On Tuesday, Peres paid an official visit to Rosh Ha'ayin, which in recent years was somewhat of a trouble spot.
It was a regular program of being hosted by Mayor Moshe Sinai, meeting with various sectors of the community, and spending time in a Q&A session with a huge representation of the city's youth.
Everything was going according to plan. Peres was on stage in the city's
Hall of Culture, fielding questions from adolescents, when six of the
city's senior citizens joined him.
Like most of the veteran residents of Rosh Ha'ayin, they were originally
from Yemen, and had been brought to Israel as children in 1962, in a
secret operation carried out by Mossad in coordination with the Israel
Air Force and master minded by Peres, who was then deputy Defense
At that time, Israel had secretly delivered arms and wireless equipment
to the royalist forces in Yemen, in return for which Israel was
permitted to smuggle out Jews by air and by sea.

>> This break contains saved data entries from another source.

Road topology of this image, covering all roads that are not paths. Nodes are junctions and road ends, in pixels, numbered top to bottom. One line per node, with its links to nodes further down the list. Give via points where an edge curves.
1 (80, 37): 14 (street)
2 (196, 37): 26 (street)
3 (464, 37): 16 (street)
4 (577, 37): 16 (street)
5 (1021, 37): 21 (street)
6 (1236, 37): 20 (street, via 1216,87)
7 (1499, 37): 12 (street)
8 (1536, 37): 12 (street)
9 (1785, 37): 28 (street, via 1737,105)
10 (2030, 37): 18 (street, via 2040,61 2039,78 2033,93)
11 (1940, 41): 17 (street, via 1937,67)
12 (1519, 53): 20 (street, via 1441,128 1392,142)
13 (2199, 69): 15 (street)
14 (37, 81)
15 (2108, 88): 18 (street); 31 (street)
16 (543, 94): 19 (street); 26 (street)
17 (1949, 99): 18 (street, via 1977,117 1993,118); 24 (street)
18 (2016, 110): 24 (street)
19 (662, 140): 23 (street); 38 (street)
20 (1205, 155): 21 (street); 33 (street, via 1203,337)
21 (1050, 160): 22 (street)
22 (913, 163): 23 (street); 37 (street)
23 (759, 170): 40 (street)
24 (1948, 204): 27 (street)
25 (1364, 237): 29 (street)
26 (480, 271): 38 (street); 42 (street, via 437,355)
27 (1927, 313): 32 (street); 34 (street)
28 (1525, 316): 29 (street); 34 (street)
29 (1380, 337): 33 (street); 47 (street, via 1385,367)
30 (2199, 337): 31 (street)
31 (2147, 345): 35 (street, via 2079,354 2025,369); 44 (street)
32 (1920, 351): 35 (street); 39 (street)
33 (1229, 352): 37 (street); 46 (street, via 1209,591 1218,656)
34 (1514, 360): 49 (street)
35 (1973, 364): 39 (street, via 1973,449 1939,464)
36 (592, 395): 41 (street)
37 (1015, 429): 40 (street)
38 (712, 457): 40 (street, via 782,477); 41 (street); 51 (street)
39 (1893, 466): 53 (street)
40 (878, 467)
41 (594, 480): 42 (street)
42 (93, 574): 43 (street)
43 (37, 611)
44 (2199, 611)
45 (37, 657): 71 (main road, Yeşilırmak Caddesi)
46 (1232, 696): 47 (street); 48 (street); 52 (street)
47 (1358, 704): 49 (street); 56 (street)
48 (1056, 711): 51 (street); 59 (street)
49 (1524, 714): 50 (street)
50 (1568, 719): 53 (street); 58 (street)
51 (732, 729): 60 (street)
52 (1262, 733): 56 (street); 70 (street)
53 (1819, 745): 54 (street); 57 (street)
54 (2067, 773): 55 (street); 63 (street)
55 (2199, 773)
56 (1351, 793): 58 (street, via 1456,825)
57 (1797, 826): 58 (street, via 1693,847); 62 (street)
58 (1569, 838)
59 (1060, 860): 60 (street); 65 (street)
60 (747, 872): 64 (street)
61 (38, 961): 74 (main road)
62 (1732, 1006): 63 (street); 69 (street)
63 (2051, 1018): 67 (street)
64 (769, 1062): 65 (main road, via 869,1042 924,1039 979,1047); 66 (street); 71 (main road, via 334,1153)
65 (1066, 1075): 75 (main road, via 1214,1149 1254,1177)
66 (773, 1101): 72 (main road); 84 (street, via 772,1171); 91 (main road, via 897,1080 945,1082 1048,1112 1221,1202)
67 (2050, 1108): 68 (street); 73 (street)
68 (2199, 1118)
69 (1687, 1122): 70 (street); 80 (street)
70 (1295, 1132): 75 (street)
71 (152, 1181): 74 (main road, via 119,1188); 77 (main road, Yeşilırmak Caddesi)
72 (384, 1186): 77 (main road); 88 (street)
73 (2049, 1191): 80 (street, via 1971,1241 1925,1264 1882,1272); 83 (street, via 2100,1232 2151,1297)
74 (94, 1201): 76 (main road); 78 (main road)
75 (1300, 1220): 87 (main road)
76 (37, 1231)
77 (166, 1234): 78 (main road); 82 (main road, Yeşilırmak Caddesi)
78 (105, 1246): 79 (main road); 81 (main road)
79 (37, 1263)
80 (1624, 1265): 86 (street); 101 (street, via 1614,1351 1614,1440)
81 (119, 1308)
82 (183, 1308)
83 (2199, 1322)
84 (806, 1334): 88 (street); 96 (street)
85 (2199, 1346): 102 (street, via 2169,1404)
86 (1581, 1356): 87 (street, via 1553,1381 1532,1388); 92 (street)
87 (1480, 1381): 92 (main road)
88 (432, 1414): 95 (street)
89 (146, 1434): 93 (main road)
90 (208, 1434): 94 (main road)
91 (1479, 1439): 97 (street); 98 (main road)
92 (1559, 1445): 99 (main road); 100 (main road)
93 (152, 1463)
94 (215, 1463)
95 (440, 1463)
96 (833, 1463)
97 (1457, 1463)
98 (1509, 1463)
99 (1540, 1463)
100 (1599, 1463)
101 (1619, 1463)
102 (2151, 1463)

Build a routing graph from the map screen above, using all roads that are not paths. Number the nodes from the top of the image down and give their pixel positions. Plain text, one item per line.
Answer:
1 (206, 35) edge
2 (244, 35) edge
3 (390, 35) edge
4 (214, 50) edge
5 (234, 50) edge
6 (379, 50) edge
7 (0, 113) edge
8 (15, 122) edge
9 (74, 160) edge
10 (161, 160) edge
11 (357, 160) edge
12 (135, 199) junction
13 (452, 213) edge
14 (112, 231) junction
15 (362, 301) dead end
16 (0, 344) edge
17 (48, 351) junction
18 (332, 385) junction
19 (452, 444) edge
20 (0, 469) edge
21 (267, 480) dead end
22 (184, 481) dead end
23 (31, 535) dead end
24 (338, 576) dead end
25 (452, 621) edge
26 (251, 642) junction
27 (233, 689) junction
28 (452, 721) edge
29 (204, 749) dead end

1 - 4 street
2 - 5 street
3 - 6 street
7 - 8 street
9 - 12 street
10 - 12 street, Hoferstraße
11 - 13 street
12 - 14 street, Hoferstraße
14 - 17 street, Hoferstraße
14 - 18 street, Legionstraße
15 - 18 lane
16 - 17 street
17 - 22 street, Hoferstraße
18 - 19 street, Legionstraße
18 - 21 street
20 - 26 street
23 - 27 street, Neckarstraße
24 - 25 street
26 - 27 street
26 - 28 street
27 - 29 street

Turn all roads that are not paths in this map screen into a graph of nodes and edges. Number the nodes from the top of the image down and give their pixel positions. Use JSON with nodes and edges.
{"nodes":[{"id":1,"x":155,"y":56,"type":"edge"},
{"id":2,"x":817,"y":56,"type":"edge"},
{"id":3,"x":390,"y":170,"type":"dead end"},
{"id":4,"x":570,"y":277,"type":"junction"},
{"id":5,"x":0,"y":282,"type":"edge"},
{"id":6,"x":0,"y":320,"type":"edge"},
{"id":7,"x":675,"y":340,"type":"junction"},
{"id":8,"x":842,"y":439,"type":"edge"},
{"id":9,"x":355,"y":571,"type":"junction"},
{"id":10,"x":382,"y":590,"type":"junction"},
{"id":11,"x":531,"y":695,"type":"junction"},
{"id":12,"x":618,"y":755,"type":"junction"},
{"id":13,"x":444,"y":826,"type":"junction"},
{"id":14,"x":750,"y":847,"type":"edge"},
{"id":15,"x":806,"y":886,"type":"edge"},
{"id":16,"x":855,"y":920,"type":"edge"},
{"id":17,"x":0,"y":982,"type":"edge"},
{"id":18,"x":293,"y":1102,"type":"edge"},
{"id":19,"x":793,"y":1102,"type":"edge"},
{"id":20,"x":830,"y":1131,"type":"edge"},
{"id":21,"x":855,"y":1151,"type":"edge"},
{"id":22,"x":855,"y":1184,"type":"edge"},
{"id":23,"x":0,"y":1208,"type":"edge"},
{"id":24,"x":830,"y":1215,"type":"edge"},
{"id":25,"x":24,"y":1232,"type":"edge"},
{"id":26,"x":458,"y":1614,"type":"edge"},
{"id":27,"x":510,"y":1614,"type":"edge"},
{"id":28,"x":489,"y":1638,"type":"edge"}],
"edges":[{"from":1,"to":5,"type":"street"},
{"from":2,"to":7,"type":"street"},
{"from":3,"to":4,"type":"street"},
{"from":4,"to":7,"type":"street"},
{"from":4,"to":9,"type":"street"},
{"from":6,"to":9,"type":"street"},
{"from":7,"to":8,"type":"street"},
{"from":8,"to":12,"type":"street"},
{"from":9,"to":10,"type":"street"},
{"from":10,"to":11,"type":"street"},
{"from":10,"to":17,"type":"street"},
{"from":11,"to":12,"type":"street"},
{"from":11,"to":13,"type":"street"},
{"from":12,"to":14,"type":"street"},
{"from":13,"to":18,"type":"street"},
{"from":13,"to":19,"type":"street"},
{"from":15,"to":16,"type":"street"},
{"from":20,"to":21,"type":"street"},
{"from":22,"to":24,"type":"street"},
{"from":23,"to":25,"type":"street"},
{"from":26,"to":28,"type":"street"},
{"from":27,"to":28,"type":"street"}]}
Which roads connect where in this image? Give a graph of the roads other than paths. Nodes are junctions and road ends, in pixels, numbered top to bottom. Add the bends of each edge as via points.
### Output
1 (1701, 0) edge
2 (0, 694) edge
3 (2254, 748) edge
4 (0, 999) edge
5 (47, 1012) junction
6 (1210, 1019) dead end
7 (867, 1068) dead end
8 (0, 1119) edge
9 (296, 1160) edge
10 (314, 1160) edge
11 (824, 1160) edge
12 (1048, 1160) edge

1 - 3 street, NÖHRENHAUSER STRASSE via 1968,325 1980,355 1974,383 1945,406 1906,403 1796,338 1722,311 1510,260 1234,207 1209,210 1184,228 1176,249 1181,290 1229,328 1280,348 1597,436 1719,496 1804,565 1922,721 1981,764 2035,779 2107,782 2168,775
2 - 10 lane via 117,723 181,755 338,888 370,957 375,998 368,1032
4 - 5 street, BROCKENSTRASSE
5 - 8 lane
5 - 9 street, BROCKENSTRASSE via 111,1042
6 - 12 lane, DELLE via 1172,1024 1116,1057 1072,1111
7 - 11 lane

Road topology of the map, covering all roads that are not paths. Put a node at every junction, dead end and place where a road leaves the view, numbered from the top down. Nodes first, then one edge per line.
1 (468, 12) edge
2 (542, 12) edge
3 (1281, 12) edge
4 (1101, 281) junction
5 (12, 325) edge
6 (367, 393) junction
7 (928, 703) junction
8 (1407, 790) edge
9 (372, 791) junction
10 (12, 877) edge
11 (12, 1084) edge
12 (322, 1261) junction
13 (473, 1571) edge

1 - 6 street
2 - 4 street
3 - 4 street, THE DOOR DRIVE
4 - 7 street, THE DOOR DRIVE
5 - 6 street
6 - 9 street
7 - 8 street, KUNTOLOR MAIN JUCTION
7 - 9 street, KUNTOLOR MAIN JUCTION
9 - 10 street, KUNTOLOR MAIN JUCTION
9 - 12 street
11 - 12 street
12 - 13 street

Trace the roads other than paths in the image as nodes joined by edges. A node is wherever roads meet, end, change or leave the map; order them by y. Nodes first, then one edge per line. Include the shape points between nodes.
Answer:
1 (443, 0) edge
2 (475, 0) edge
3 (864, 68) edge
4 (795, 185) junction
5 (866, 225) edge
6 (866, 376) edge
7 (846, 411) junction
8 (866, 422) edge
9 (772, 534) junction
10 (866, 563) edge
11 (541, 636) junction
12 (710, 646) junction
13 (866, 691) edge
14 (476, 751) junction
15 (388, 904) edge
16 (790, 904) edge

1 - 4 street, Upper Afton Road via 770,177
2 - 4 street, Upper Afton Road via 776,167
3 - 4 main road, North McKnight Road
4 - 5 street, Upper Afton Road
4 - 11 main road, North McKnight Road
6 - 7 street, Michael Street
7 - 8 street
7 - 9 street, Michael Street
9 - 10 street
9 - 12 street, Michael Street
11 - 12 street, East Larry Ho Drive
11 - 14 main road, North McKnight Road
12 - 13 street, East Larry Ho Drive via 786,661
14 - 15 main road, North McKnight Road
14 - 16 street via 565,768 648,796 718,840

"I came here from Yemen in 1962 as a 2 year old boy, and I am eternally
grateful to be a citizen of the State of Israel in which I live,"
Shmarya Katabi said to Peres. "I don't see myself anywhere else in the
world" Katabi attributed the success of that particular immigration
operation to Peres, thanked him profusely for his involvement and
expressed the appreciation of immigrants from Yemen for what the State
of Israel had done to bring them out of Yemen at a time when it was
almost impossible to leave.
Visibly moved by being taken back in time, Peres, who has played a
significant role in other rescue operations of Jews, recalled that in
the early 1960s, there had been severe unrest in Yemen and the King had
appealed to Israel to send arms. Israel agreed to help him on one
condition – that Yemen would open its gates to allow the Jews to leave.
Thus planes that brought ammunition to Yemen returned to Israel with
whole families of Jews on board.
Although the story sounds like fiction, Peres could testify that it was indeed fact.
"I'm so proud that we exchanged guns for immigrants from Yemen," he
said. "This is one of the most wonderful groups of immigrants that
Israel has ever known." When he first met with immigrants from Yemen,
Peres reminisced, he was under the impression that they were speaking
Biblical Hebrew. "We are fortunate that you came here," he said to the
aliya group of '62.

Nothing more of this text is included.